Saved data entries »

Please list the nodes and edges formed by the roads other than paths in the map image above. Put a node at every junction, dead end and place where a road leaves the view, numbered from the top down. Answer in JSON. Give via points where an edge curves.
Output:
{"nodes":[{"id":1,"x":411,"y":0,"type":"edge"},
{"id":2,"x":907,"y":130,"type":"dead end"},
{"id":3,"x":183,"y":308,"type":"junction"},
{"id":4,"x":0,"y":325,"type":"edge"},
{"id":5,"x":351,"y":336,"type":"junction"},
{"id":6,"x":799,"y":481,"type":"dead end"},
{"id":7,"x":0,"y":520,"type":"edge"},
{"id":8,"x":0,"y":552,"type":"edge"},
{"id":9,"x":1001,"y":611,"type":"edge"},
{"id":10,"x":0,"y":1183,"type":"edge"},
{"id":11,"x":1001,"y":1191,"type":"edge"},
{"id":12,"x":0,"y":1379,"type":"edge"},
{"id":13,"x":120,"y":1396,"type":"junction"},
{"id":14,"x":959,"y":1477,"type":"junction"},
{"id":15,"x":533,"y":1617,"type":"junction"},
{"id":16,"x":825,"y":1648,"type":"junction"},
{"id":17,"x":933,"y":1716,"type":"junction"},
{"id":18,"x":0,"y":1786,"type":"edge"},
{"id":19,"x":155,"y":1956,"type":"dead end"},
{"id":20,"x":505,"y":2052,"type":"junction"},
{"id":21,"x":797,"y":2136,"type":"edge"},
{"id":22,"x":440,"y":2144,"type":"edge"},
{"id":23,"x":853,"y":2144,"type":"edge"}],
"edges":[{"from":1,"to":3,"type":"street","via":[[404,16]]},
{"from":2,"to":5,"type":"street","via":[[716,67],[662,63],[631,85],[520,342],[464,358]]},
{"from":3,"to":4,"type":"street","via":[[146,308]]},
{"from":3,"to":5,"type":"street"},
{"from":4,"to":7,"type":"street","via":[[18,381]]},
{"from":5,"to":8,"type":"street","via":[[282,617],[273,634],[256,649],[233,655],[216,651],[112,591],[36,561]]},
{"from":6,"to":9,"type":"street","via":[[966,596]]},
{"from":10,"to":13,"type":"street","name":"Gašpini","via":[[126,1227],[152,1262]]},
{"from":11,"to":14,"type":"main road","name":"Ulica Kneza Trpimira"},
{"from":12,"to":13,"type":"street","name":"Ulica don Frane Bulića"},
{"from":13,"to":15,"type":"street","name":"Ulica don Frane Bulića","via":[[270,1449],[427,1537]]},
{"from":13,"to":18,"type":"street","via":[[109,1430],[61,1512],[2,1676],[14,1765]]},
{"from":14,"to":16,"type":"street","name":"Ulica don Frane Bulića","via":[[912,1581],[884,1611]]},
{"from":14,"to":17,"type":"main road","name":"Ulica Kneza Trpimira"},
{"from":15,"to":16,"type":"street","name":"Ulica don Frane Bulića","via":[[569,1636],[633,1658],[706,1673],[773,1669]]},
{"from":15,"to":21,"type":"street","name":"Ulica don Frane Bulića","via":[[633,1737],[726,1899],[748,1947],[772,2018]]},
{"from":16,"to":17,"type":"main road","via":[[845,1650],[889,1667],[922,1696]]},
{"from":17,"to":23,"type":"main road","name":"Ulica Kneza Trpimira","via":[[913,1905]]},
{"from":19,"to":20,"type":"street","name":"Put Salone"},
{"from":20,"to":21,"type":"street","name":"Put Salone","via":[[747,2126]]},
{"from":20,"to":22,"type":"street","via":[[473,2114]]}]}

ASSIGNMENT » Respond with a single number: the count of lines in the entries above that contain the string "Kneza".

ANSWER TO THIS EXERCISE » 3